Validation of footprint models of varying complexity with experimental data as in Fig. 5 has improved our understanding of footprint representation over complex heterogeneous surfaces. Findings of this study can help in extending footprint models to other heterogeneous surfaces and bifurcate the fluxes measured by EC tower in mixed-fetch conditions. In a broader sense, the outcome of this study can help to: (i) characterize water use efficiency (ratio of carbon to water fluxes) in fragmented crop lands, (ii) understand carbon and methane exchanges between atmosphere and cropland ecosystem. Availability of only three EC towers has restricted our application to two crop surfaces and to neglect the contribution of fluxes from other areas. We considered only 80% of the total fluxes observed by EC system so as to neglect the contribution of fluxes from the nearby fields. The modelled and measured flux footprint estimates are site and setup specific.

4 Conclusion

This study presents an experiment-based flux footprint analysis in fragmented heterogeneous cropland system. Two flux monitoring experiments using three EC towers were performed in fragmented croplands characterised by contrasting surfaces with objectives to: (i) quantify the heterogeneous fluxes using two footprint models (KM and FFP) with modified roughness parameters and (ii) bifurcate the fluxes into contributing homogenous fluxes using the principle of superposition. The main observations of the study are as follows:

  1. 1.

    The first objective was achieved by a successive cut experiment on a homogeneous sugarcane field, and apply KM and FFP models with varying roughness length parameters to represent changes in source area contributions, as measured by the high-tower. FFP model has consistently overestimated the footprints, KM model predictions are found to be a function of upwind distance.

  2. 2.

    Parameter aggregation methods failed to incorporate the heterogeneity of canopy surface using surface roughness length as we observed little to no improvement in model footprints due to marginal changes in roughness length.
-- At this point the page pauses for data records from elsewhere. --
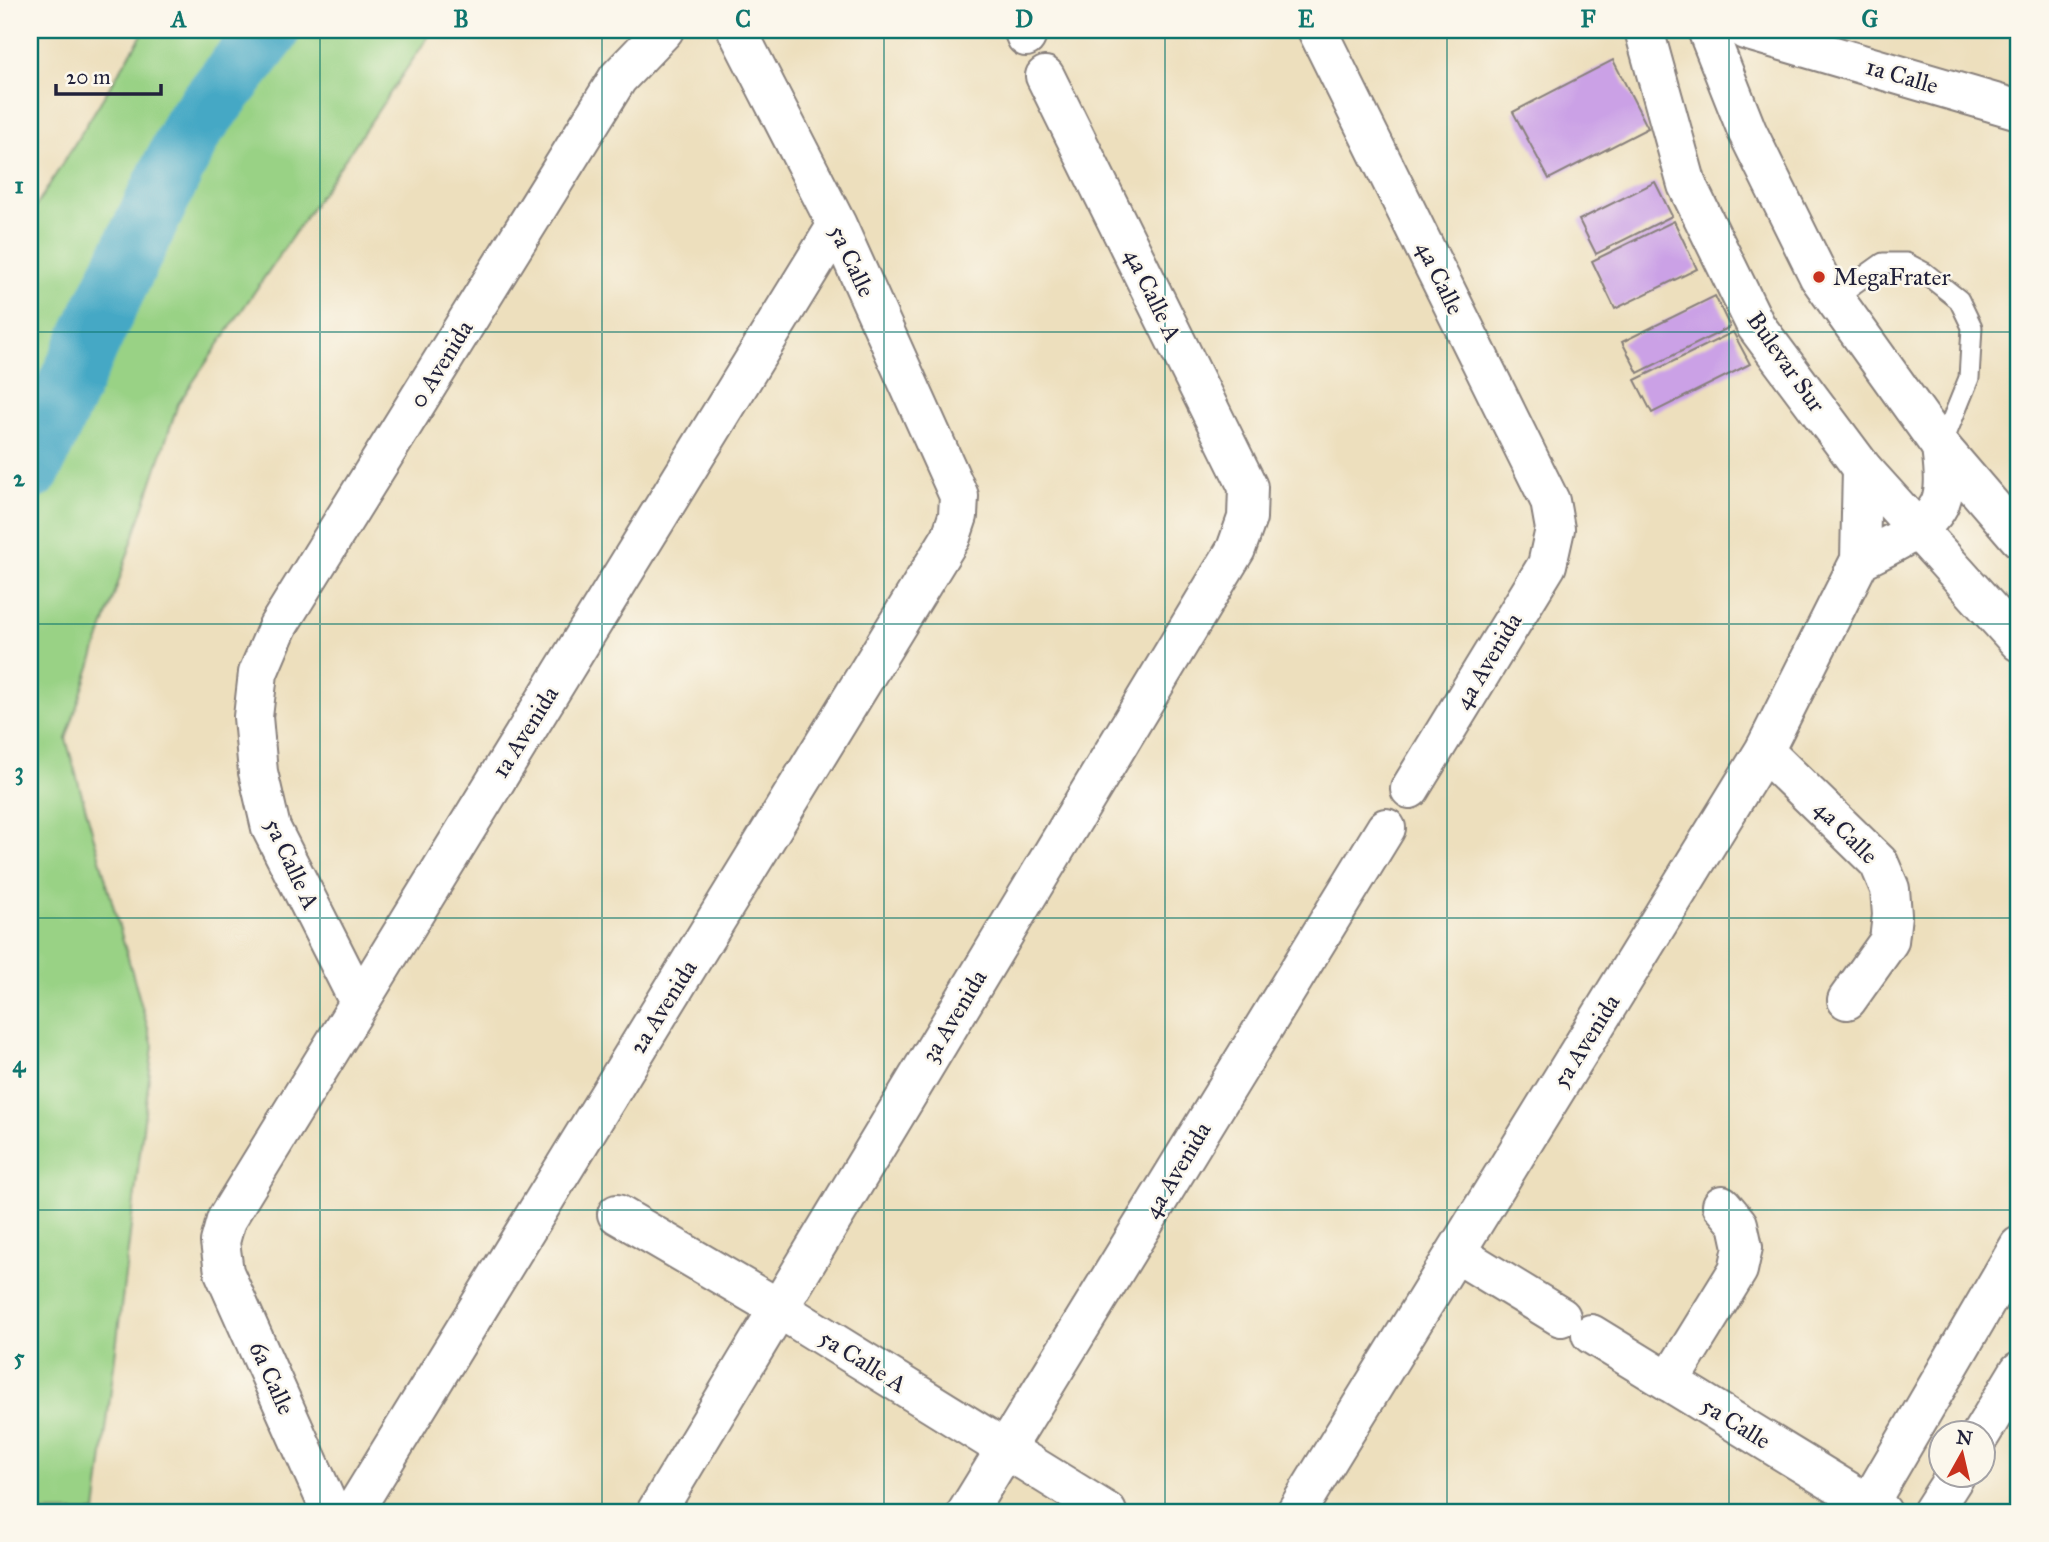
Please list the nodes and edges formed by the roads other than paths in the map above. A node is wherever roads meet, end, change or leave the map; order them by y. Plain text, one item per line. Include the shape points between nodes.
1 (664, 30) edge
2 (737, 30) edge
3 (1317, 30) edge
4 (1644, 30) edge
5 (1707, 30) edge
6 (1745, 30) edge
7 (1045, 76) dead end
8 (2019, 110) edge
9 (837, 226) junction
10 (1834, 298) junction
11 (1941, 447) junction
12 (1862, 468) junction
13 (959, 496) joint
14 (1247, 518) joint
15 (1555, 529) joint
16 (1916, 529) junction
17 (2019, 538) edge
18 (1860, 560) junction
19 (2019, 642) edge
20 (253, 717) joint
21 (1764, 751) junction
22 (1410, 789) dead end
23 (1386, 828) dead end
24 (1847, 1000) dead end
25 (359, 1002) junction
26 (1722, 1205) dead end
27 (617, 1214) dead end
28 (220, 1242) joint
29 (2019, 1247) edge
30 (1456, 1253) junction
31 (778, 1308) junction
32 (2019, 1371) edge
33 (1670, 1382) junction
34 (1989, 1420) edge
35 (1006, 1450) junction
36 (1946, 1490) edge
37 (1872, 1510) edge
38 (331, 1512) edge
39 (353, 1512) edge
40 (656, 1512) edge
41 (967, 1512) edge
42 (1107, 1512) edge
43 (1296, 1512) edge
44 (1932, 1512) edge

1 - 20 street, 0 Avenida via 618,78 278,626 258,673
2 - 9 street, 5a Calle
3 - 15 street, 4a Calle via 1550,501
4 - 12 street, Bulevar Sur via 1687,185 1756,326
5 - 10 street via 1747,131 1819,277
6 - 8 street, 1a Calle
7 - 14 street, 4a Calle A via 1248,487
9 - 13 street, 5a Calle
9 - 25 street, 1a Avenida
10 - 11 street
10 - 11 lane via 1883,263 1906,263 1959,300 1972,327 1969,378
11 - 16 street via 1942,499
11 - 17 street
12 - 16 street, Bulevar Sur
12 - 18 street, 5a Avenida
13 - 39 street, 2a Avenida via 950,537
14 - 31 street, 3a Avenida via 1236,549
15 - 22 street, 4a Avenida via 1548,565
16 - 18 street
16 - 19 street, Bulevar Sur
18 - 21 street, 5a Avenida
20 - 25 street, 5a Calle A via 258,772 271,828
21 - 24 street, 4a Calle via 1879,863 1890,889 1889,941
21 - 30 street, 5a Avenida
23 - 35 street, 4a Avenida
25 - 28 street, 1a Avenida via 226,1220
26 - 33 street via 1738,1224 1743,1247 1738,1270
27 - 31 street, 5a Calle A
28 - 38 street, 6a Calle via 224,1272
29 - 37 street
30 - 33 street, 5a Calle
30 - 43 street, 5a Avenida
31 - 35 street, 5a Calle A
31 - 40 street, 3a Avenida
32 - 34 street
33 - 37 street, 5a Calle
35 - 41 street, 4a Avenida
35 - 42 street, 5a Calle A
36 - 44 street

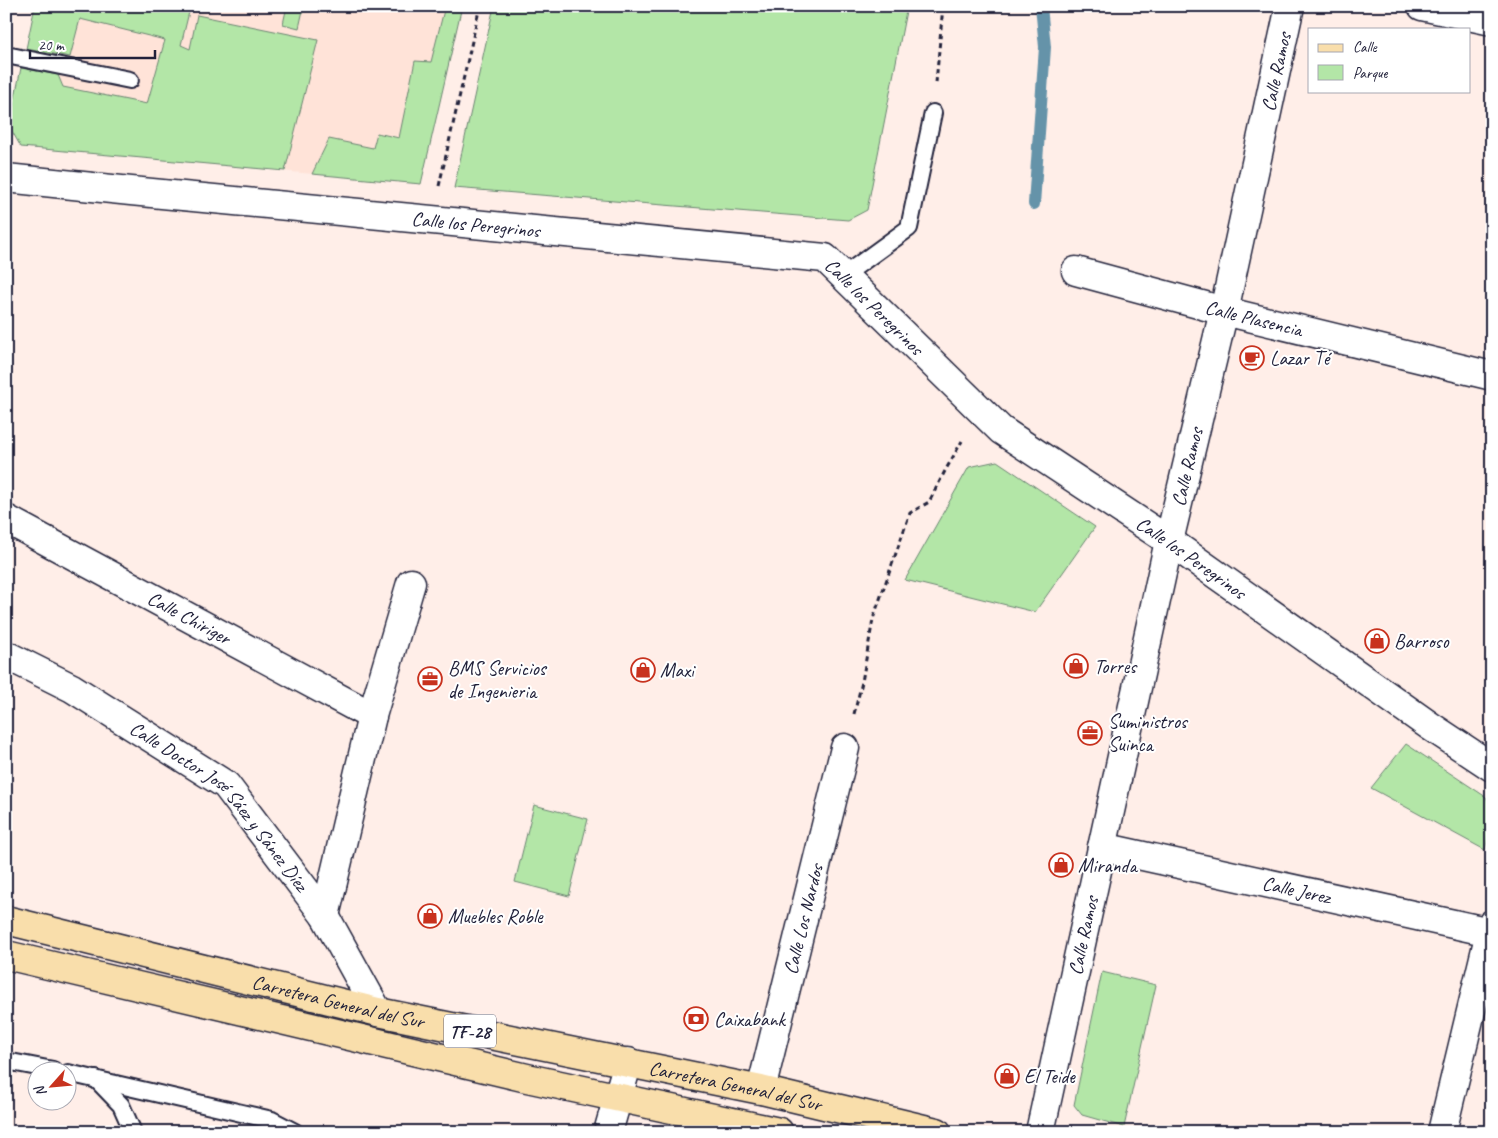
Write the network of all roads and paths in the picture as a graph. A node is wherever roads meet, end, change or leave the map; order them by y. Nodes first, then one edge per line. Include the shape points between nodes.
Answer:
1 (480, 6) edge
2 (943, 6) edge
3 (1290, 6) edge
4 (1422, 6) edge
5 (1492, 21) edge
6 (6, 55) edge
7 (130, 80) dead end
8 (933, 113) joint
9 (6, 178) edge
10 (431, 220) junction
11 (1076, 271) dead end
12 (843, 276) junction
13 (1224, 311) junction
14 (1492, 376) edge
15 (980, 410) junction
16 (6, 519) edge
17 (1169, 540) junction
18 (411, 583) dead end
19 (6, 655) edge
20 (372, 716) junction
21 (845, 748) joint
22 (1492, 767) edge
23 (1102, 847) junction
24 (325, 916) junction
25 (6, 920) edge
26 (1491, 928) edge
27 (6, 955) edge
28 (378, 1012) junction
29 (6, 1061) edge
30 (628, 1062) junction
31 (28, 1065) edge
32 (78, 1076) edge
33 (96, 1080) junction
34 (761, 1090) junction
35 (618, 1097) junction
36 (864, 1124) edge
37 (133, 1132) edge
38 (295, 1132) edge
39 (608, 1132) edge
40 (778, 1132) edge
41 (936, 1132) edge
42 (1040, 1132) edge
43 (1442, 1132) edge

1 - 10 path
2 - 8 path
3 - 13 street, Calle Ramos
4 - 5 street
6 - 7 lane
8 - 12 lane via 909,228
9 - 10 street, Calle los Peregrinos
10 - 12 street, Calle los Peregrinos via 825,258
11 - 13 street, Calle Plasencia
12 - 15 street, Calle los Peregrinos
13 - 14 street, Calle Plasencia
13 - 17 street, Calle Ramos
15 - 17 street, Calle los Peregrinos via 1001,430
15 - 21 path via 930,502 910,513 873,619 862,682
16 - 20 street, Calle Chiriger
17 - 22 street, Calle los Peregrinos
17 - 23 street, Calle Ramos
18 - 20 street
19 - 24 street, Calle Doctor José Sáez y Sánez Díez via 72,688 226,785
20 - 24 street
21 - 34 street, Calle Los Nardos
23 - 26 street, Calle Jerez
23 - 42 street, Calle Ramos
24 - 28 street, Calle Doctor José Sáez y Sánez Díez
25 - 28 main road, Carretera General del Sur / TF-28
26 - 43 street
27 - 35 main road, Carretera General del Sur / TF-28 via 412,1052
28 - 30 main road, Carretera General del Sur / TF-28
29 - 31 lane
30 - 34 main road, Carretera General del Sur / TF-28
30 - 35 street
32 - 33 lane
33 - 37 lane via 121,1105
33 - 38 lane via 272,1120
34 - 36 main road, Carretera General del Sur / TF-28
35 - 39 street
35 - 40 main road, Carretera General del Sur / TF-28
36 - 41 main road, Carretera General del Sur / TF-28

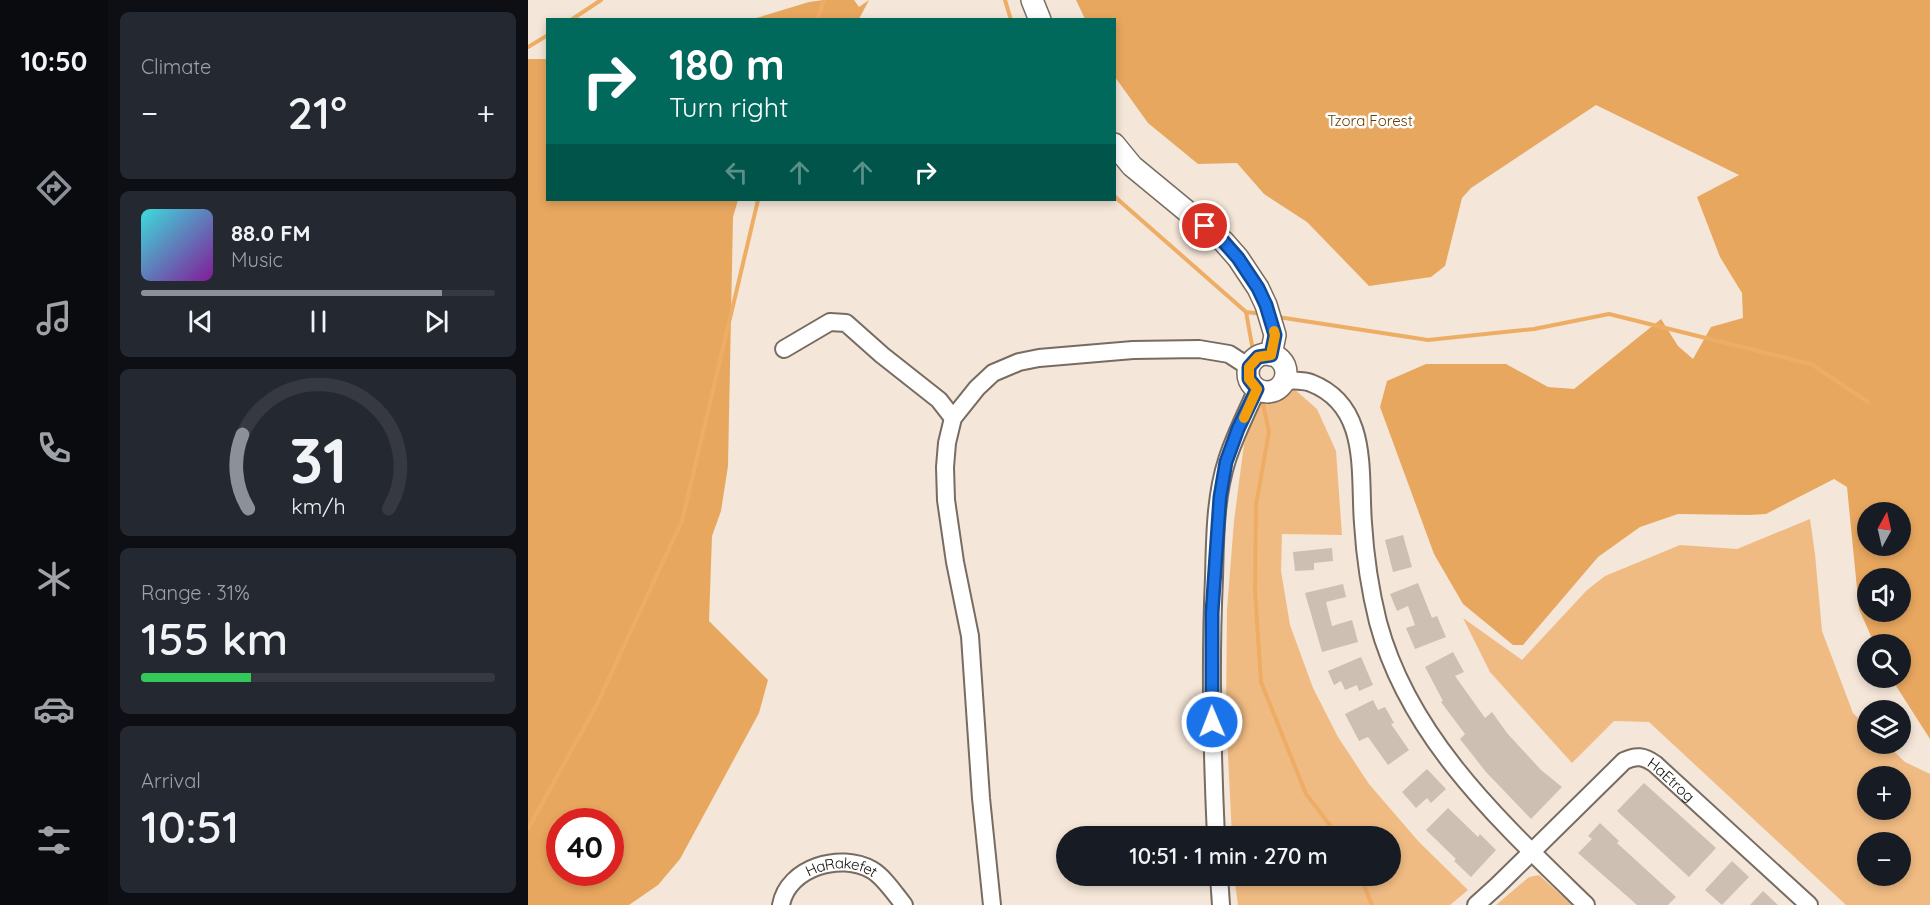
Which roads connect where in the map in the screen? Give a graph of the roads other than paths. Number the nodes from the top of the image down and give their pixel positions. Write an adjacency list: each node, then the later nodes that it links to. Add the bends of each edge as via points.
1 (1032, 0): 2 (main road)
2 (1039, 18)
3 (1116, 146): 5 (main road, via 1132,166 1223,241 1238,258 1270,315 1275,335)
4 (784, 349): 9 (street, via 830,322 846,323 939,400)
5 (1271, 355): 6 (main road, via 1258,357); 7 (main road, via 1284,365)
6 (1249, 367): 8 (main road, via 1249,379); 9 (street, via 1228,354 1199,349 1039,358 993,373)
7 (1284, 380): 8 (main road, via 1272,391); 11 (street, via 1310,382 1345,410 1356,431 1369,580 1388,653 1443,754)
8 (1257, 389): 10 (street, via 1226,462 1215,547 1212,741)
9 (952, 418): 15 (street, via 945,466 946,500 970,636)
10 (1216, 826)
11 (1532, 852): 17 (street); 18 (street); 19 (street, HaEtrog, via 1624,761 1642,757 1655,764)
12 (1220, 886): 16 (street)
13 (781, 905): 14 (street, HaRakefet, via 799,875 820,866 855,863 875,871)
14 (904, 905)
15 (992, 905)
16 (1221, 905)
17 (1476, 905)
18 (1586, 905)
19 (1809, 905)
Parameter aggregation methods thus need to be revisited to consider the effect of smaller variations in roughness length.

  3. 3.

    Sensitivity analysis revealed that KM and FFP model footprint prediction are more sensitive to meteorological conditions (U, u*, L) and upwind distance (x), than to roughness length (zo).

  4. 4.

    The second objective is achieved by monitoring fluxes in a sugarcane–cotton field setup under varying turbulent conditions throughout the day hours. A drastic decrease in sugarcane field flux contribution happened between 14:30 and 16:00 Hrs contrary, the contribution of cotton field increased. The change in contribution to the measured fluxes happened with the change in atmospheric stability (z − d/L), wind speed, turbulence characteristics (U, u*).

  5. 5.

    Contribution of fluxes generated from nearby fields was found to be significant at higher isopleths (> 80%) which requires a careful attention while designing flux footprint studies.

  6. 6.

    The modelled and measured flux footprints are site specific as well as setup specific and stable stratification is not considered in the study. The heterogeneity in the sites can be due to topography also but heterogeneity originating from canopy surface is only considered in the study.

This work can be further extended to heterogenous canopy with varying management conditions and help in improving flux-based water use management strategies in fragmented croplands.